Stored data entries
************

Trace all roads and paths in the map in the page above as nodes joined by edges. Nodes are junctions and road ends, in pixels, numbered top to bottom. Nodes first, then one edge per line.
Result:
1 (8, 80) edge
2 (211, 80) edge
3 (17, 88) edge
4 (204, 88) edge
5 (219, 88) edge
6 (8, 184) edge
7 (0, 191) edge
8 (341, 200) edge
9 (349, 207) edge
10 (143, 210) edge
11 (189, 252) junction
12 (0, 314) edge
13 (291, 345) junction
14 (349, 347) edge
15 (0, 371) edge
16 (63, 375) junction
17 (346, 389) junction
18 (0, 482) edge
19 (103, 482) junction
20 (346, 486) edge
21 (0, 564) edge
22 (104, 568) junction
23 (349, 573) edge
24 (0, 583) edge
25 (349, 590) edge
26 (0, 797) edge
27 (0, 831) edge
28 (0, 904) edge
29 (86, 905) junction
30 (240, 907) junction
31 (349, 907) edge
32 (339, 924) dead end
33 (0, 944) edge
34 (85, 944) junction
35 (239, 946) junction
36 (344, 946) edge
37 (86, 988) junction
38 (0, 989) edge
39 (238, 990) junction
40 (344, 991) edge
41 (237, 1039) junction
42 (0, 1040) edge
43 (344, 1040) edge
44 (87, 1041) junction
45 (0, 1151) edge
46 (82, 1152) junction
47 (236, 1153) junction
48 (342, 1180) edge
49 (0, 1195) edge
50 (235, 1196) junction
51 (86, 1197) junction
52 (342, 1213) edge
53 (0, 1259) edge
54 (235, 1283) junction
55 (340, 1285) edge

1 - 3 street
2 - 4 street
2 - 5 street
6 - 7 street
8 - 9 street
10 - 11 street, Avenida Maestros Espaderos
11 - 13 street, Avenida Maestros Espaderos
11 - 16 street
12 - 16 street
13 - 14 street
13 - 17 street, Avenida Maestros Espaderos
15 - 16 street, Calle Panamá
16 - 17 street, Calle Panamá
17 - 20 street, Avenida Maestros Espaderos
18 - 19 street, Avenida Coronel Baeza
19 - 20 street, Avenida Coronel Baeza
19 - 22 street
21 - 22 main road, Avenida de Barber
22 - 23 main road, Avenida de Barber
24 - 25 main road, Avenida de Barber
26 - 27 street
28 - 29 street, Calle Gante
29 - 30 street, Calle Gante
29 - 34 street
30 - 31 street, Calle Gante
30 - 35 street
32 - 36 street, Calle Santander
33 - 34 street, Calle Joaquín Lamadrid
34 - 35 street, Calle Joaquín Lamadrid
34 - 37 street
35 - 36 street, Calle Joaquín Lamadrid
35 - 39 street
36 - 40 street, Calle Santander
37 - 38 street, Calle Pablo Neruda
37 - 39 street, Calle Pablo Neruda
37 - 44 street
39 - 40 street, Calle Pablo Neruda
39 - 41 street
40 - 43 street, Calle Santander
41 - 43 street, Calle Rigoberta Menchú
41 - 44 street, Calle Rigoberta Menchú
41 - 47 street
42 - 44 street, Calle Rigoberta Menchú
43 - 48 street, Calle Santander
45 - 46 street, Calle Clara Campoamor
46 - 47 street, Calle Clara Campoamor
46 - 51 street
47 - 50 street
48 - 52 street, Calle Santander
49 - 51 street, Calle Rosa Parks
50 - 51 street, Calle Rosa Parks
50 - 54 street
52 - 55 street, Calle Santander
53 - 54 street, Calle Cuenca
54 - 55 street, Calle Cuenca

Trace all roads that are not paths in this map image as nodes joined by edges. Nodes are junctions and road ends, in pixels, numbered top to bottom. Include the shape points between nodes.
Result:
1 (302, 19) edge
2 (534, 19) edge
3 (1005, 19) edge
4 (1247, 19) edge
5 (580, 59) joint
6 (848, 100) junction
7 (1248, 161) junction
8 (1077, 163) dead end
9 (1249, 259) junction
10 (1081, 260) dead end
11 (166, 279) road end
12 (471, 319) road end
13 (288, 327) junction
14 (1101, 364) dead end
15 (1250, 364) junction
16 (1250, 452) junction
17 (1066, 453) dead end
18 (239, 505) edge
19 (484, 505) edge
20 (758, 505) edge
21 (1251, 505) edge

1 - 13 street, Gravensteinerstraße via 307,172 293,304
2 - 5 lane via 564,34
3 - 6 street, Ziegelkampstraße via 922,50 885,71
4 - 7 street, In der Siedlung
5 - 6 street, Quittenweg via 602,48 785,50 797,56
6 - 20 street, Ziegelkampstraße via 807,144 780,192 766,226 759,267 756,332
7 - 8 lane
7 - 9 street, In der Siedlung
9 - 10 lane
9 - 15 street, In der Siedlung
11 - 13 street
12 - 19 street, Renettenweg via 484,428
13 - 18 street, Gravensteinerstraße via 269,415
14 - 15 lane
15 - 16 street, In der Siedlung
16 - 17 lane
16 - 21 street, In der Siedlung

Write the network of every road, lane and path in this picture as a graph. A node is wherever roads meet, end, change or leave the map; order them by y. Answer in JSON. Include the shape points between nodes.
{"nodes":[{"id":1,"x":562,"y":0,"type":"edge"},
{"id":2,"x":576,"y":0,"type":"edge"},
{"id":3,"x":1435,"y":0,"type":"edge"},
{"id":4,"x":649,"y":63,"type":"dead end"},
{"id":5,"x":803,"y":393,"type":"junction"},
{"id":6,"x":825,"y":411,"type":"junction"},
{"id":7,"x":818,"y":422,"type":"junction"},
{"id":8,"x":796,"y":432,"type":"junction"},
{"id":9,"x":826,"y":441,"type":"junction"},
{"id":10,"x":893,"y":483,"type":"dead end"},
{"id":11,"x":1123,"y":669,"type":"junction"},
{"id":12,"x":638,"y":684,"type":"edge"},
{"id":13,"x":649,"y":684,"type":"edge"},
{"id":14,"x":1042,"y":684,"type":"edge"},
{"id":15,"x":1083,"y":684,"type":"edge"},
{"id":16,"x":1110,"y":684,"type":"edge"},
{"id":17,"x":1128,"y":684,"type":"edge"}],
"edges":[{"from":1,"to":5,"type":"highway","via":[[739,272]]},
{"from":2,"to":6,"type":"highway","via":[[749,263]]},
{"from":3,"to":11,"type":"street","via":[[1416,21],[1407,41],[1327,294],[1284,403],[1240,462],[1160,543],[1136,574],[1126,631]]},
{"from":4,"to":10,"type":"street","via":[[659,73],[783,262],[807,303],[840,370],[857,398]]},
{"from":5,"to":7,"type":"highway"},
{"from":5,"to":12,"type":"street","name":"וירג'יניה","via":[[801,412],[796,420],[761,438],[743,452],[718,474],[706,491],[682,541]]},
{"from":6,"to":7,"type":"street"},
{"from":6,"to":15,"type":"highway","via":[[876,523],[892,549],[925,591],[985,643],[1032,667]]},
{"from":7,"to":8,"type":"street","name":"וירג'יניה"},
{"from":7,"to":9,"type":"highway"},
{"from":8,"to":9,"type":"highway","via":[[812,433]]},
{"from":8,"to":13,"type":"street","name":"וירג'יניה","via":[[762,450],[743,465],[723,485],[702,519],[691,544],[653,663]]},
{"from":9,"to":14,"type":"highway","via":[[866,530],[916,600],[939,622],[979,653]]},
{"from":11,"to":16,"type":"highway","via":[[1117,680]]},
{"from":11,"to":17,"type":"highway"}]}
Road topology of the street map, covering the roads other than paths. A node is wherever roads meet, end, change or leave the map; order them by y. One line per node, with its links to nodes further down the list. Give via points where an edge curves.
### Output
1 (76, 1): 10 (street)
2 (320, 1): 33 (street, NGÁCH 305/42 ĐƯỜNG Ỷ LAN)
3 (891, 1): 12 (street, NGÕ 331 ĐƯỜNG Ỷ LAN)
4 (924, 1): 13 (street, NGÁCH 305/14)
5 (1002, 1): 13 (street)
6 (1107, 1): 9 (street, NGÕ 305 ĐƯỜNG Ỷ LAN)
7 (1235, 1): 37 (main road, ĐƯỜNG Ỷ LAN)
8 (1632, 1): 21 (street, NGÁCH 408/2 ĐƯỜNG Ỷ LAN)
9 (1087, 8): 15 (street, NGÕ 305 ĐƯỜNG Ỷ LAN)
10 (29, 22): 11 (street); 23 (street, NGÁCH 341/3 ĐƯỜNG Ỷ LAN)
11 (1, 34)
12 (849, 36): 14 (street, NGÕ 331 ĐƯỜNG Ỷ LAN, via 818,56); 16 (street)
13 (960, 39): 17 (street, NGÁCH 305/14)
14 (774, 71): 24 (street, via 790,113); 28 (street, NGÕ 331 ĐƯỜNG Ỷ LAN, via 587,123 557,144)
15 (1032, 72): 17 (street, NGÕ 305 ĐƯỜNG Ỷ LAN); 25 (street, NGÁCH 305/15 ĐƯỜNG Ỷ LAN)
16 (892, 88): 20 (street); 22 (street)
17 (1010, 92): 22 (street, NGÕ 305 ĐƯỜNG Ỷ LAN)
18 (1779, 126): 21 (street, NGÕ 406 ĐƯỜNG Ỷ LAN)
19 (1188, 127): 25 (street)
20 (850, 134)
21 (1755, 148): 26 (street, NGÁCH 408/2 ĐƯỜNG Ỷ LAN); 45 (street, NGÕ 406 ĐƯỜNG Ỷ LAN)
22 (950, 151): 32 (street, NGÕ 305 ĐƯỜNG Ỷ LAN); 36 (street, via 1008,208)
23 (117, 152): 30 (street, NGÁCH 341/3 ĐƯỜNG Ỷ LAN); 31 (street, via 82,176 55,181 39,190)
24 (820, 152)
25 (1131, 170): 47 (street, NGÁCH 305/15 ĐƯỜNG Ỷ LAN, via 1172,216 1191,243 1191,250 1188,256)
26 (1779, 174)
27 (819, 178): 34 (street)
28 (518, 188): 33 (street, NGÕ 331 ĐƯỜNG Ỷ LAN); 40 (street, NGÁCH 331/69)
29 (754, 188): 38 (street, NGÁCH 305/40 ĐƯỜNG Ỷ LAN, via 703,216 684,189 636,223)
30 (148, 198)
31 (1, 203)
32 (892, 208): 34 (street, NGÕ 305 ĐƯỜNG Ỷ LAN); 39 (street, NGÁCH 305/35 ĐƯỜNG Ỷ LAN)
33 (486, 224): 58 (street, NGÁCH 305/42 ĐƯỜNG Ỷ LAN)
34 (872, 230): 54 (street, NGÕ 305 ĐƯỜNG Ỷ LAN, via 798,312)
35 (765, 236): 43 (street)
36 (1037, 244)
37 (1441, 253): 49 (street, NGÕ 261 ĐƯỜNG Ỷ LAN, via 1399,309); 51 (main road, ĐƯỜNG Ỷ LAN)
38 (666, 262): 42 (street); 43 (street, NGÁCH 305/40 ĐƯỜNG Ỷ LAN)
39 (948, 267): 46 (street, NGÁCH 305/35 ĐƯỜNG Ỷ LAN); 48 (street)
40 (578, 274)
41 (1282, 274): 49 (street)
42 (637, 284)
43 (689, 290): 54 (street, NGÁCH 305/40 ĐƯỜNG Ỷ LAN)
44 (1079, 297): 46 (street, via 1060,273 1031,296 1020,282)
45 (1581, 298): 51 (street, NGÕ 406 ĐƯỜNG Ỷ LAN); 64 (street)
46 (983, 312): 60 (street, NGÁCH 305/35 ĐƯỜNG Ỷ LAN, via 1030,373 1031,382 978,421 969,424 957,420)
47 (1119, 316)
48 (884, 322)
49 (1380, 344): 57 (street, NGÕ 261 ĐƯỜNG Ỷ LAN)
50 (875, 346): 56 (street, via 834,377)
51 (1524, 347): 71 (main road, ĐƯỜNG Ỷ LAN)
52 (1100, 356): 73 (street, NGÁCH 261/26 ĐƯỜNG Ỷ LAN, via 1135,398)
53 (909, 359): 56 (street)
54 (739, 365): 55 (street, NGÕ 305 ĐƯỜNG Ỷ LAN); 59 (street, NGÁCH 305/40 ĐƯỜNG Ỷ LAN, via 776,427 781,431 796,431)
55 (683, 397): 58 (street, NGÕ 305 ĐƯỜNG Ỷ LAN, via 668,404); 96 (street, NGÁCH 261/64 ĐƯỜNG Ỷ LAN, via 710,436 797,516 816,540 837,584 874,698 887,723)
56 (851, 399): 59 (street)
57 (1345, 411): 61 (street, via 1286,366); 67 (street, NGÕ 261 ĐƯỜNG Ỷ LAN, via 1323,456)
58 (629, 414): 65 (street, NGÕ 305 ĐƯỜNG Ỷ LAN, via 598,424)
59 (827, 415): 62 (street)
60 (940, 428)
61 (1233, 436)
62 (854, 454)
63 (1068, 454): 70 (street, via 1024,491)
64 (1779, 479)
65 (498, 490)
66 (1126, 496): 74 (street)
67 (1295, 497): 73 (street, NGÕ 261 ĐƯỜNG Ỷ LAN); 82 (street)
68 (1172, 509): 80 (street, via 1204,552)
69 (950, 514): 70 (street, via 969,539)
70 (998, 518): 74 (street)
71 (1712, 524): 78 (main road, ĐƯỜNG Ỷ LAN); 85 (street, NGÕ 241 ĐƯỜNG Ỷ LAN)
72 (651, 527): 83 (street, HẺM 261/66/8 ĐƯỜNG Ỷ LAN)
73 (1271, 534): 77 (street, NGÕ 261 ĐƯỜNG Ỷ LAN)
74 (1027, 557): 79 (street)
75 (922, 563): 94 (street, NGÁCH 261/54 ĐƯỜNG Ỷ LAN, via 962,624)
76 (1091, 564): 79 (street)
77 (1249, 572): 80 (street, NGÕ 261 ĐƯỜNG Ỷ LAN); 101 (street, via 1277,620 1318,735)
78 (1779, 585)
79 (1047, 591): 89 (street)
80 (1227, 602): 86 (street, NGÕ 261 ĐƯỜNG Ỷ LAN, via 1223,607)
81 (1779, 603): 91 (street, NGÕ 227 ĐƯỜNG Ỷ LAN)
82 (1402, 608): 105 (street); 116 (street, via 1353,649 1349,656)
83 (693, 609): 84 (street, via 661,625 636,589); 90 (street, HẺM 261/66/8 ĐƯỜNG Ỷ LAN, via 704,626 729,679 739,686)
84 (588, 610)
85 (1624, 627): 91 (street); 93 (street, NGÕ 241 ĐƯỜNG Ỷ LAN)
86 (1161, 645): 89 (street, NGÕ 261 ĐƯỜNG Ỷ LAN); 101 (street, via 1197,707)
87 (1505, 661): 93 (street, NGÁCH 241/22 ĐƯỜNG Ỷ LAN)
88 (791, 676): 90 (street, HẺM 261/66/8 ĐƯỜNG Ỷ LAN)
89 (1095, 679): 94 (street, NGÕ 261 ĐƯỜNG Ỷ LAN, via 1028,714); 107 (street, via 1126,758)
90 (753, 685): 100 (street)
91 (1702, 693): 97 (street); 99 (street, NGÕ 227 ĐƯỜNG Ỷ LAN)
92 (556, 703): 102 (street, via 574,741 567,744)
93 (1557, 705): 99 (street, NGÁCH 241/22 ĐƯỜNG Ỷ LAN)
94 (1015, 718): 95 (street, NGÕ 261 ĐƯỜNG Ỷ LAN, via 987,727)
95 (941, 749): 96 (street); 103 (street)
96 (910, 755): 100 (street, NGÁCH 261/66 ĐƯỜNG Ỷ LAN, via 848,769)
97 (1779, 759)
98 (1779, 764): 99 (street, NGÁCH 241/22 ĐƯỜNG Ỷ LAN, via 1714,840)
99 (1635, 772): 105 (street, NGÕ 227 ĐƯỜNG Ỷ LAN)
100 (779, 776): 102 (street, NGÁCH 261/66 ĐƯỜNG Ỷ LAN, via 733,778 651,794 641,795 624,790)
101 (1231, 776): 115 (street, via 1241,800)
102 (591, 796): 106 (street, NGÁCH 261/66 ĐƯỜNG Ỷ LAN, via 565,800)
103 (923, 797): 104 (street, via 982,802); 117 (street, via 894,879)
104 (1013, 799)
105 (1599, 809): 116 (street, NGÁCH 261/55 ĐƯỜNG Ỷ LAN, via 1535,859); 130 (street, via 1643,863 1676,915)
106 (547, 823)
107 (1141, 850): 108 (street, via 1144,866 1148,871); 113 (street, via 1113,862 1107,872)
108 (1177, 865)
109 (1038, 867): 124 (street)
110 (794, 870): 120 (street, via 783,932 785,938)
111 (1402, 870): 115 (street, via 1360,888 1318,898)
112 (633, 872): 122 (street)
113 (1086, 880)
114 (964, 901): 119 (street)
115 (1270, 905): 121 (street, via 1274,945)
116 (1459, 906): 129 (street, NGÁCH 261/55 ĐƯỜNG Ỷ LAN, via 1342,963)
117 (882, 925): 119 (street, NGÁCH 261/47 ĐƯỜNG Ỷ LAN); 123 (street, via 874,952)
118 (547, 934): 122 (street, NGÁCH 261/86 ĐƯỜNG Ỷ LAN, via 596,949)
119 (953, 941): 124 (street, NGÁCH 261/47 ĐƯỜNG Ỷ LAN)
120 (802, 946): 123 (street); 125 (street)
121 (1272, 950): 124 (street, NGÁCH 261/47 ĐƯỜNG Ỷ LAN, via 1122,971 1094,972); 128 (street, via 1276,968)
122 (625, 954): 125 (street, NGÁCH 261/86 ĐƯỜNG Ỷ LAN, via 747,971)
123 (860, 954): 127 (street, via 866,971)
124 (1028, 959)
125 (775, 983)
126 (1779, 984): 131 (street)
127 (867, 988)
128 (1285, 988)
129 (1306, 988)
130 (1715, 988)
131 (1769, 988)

************

Work instructions —
Within the entries above, how many lines contain the word "lane"? State the number only.

Response —
6